Function evaluation is a method of finding the value of a function for a specific input. Think of it as inserting a number into an equation to see what output you get. For example, with a function defined as \( f(x) = x^2 + 1 \), if you want to find \( f(2) \), replace every \( x \) in the function with \( 2 \).

• Example: \( f(2) = 2^2 + 1 = 4 + 1 = 5 \)
• This shows that when the input is \( 2 \), the output is \( 5 \).

Each function can have its own unique equation or rule. Evaluating functions helps us determine outputs based on specific inputs, assisting us in solving real-world problems.

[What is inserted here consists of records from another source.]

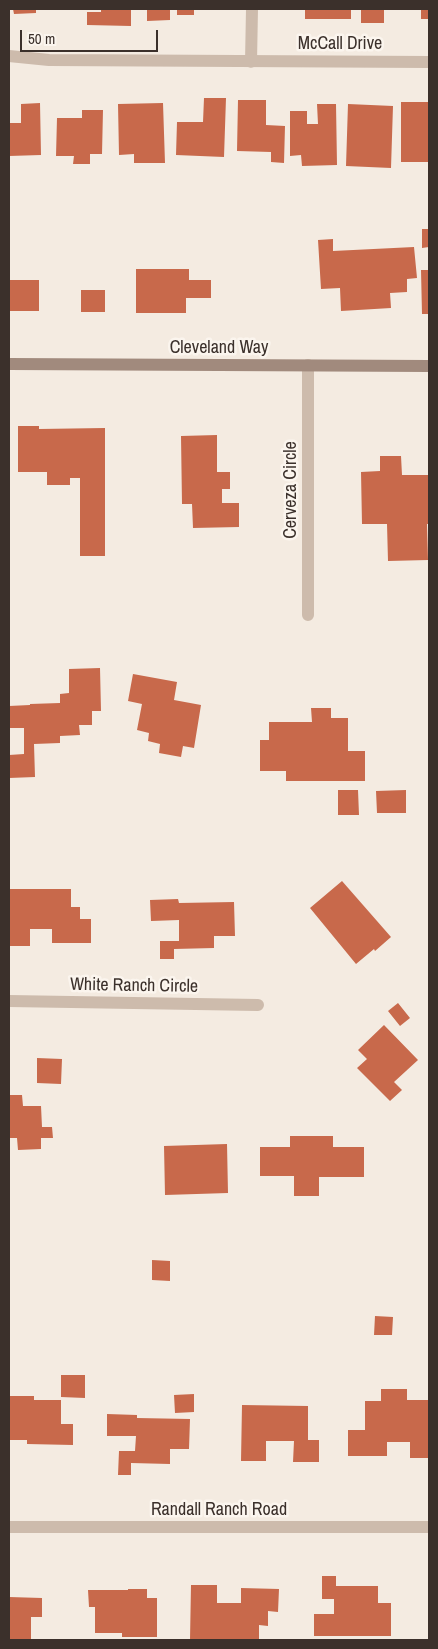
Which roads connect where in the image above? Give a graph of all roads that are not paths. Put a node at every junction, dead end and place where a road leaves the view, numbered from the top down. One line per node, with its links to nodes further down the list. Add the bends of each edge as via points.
1 (252, 9): 3 (street)
2 (9, 56): 3 (street, McCall Drive, via 49,60)
3 (251, 62): 4 (street, McCall Drive)
4 (429, 62)
5 (9, 364): 6 (street, Cleveland Way)
6 (308, 366): 7 (street, Cleveland Way); 8 (street, Cerveza Circle)
7 (429, 366)
8 (308, 615)
9 (9, 1001): 10 (street, White Ranch Circle)
10 (258, 1005)
11 (9, 1527): 12 (street, Randall Ranch Road)
12 (429, 1528)

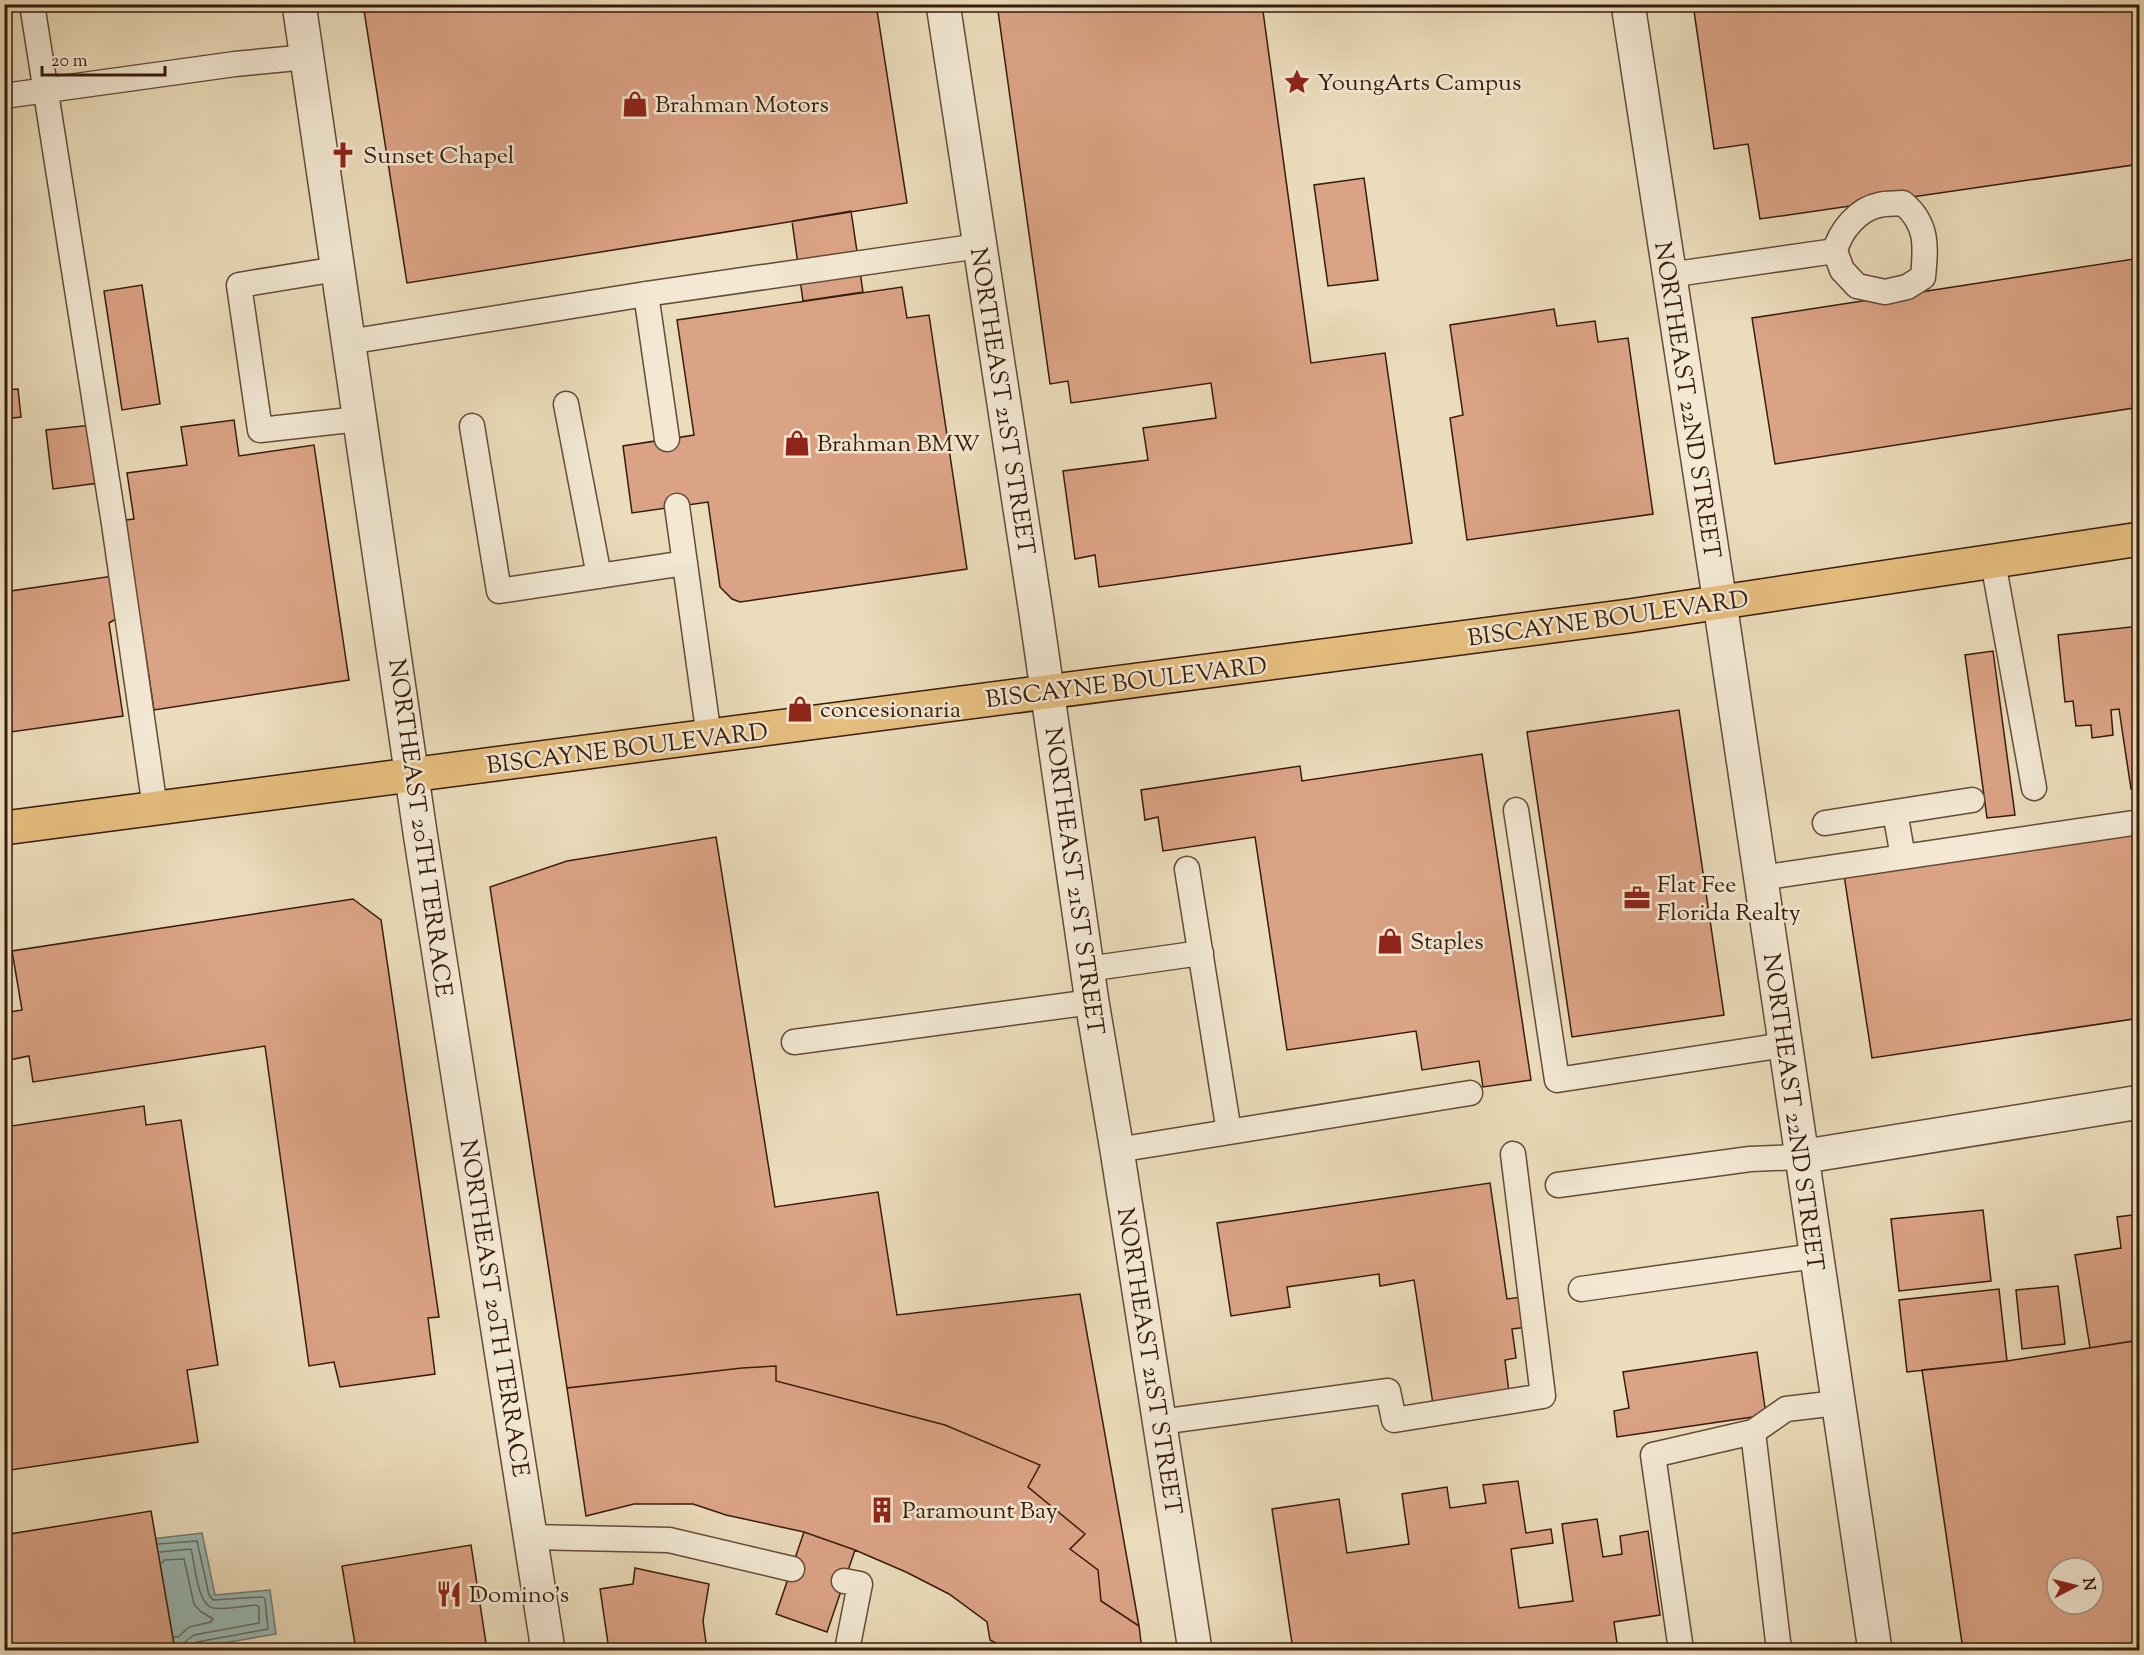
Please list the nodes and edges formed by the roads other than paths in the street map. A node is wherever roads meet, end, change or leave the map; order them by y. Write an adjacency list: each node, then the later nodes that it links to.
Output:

Polynomial functions are expressions composed of variables raised to non-negative integer powers, summed together with coefficients.\( f(x) = ax^n + bx^{(n-1)} + ... + k \), where \( a, b, ..., k \) are constants. Polynomials can have multiple terms, such as quadratic, linear, and constant terms.

• Quadratic: In the given exercise, \( f(x) = x^2 + 1 \) is a polynomial function, where the highest degree is \( 2 \), making it a quadratic polynomial.
• Linear: Similarly, \( g(x) = x - 4 \) is a linear polynomial with the highest power of \( x \) being \( 1 \).

Understanding these types helps predict their graph shape and behavior. Polynomial functions are versatile tools in modeling various situations.

Combining functions refers to performing operations like addition, subtraction, multiplication, or division between two functions. It helps create new functions with more complex behaviors. This is what we did in the original exercise with \((f + g)(x)\).

• To combine \( f(x) = x^2 + 1 \) and \( g(x) = x - 4 \), we performed \( f(x) + g(x) \), resulting in \( x^2 + x - 3 \).
• Such operations require you to pay attention to combining like terms.

Through combining, we simplify function expressions to make them easier to work with. This technique is especially useful for analyzing how different elements of multiple functions interact when merged into one.